17 April 2014
Wealthy Asian art collectors have become a powerful segment of the European culture marketplace, helping to drive record auction prices for the works of impressionists and modernists. In addition, the largest American and European museums have been partnering with Asian museums, particularly in Hong Kong, to bring classic Western art to Asian aficionados.
Now smaller museums are joining the trend. Amsterdam’s Van Gogh Museum, which attracts 1.5 million visitors a year, organized a touring exhibition that celebrated Europe’s most colorful Impressionist in museums across China.
The Hong Kong Science Museum hosted an exhibition from the Leonardo da Vinci Museum in Florence. Dozens of similar exhibitions have opened in China, Hong Kong and other Asian locales.

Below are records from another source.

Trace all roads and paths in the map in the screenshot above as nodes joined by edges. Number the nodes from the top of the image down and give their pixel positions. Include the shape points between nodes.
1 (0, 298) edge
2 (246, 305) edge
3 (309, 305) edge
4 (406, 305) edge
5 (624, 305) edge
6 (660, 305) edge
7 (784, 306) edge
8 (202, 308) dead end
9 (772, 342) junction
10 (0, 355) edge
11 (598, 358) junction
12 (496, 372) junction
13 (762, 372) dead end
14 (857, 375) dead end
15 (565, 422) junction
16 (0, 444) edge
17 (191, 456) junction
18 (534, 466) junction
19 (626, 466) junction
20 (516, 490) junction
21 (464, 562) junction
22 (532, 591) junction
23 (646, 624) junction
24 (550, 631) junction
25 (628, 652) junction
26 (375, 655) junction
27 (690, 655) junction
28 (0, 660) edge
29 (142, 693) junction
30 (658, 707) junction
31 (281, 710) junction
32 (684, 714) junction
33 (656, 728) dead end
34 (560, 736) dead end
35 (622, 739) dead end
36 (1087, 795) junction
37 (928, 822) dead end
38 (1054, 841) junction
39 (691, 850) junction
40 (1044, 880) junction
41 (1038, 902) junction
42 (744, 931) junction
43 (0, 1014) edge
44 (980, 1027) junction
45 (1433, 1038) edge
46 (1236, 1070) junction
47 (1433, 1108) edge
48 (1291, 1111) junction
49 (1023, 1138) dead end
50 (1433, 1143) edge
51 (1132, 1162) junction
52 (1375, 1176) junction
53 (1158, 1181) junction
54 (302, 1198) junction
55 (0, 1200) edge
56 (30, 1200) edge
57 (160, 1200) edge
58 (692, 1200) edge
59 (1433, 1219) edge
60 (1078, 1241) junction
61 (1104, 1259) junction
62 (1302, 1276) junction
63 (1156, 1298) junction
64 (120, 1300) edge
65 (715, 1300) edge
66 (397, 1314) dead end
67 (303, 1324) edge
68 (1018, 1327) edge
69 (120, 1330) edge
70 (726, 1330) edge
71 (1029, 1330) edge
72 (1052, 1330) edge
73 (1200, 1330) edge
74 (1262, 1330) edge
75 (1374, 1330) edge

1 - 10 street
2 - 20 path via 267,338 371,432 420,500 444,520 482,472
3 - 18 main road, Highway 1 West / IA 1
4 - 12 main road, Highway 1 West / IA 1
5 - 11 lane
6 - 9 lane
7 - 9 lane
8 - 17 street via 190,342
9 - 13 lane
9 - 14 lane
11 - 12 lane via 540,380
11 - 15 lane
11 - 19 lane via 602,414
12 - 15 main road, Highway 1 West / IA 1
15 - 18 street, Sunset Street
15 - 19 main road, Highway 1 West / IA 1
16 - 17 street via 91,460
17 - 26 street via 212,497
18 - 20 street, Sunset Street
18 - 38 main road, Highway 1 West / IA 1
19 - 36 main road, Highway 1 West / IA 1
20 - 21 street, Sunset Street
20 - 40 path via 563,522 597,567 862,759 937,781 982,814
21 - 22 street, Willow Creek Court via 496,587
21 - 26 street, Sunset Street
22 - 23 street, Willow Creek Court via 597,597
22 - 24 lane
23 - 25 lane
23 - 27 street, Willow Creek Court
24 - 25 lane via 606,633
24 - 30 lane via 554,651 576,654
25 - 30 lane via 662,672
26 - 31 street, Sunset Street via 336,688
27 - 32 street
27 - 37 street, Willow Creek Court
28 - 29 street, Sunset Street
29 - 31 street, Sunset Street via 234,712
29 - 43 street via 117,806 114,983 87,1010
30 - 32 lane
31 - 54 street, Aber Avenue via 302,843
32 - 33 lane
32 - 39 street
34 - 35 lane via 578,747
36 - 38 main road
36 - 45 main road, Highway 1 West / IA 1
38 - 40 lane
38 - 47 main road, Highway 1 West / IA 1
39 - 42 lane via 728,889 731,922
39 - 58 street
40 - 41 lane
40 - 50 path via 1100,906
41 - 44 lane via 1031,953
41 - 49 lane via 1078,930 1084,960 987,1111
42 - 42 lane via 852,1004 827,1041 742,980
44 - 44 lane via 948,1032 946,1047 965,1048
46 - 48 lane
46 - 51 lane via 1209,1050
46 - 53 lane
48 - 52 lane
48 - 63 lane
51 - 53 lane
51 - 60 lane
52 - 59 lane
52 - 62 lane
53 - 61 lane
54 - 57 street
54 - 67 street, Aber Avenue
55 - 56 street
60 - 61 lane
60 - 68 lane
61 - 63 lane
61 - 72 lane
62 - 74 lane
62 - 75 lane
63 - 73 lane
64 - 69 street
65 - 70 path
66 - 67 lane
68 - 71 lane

While the prime motive is to widen the audience for Western art, museums are also finding patrons among Asia’s economic elite.
Given the constraints on arts funding across Europe, Asia can be a lifeline. Even the Louvre in Paris has seen its public support cut in recent decades despite being one of the world’s most celebrated museums. Once funded entirely by the French government, the Louvre now draws more than half of its funding from elsewhere. When a recent fundraising drive fell €4 million short, the Louvre turned to wealthy patrons in Hong Kong to close the gap.
For those who appreciate fine culture, there’s far more happening here than just exhibitions attracting crowds and museums finding donors. Elite culture is becoming a bridge, bringing distant societies together and strengthening the ties between peoples.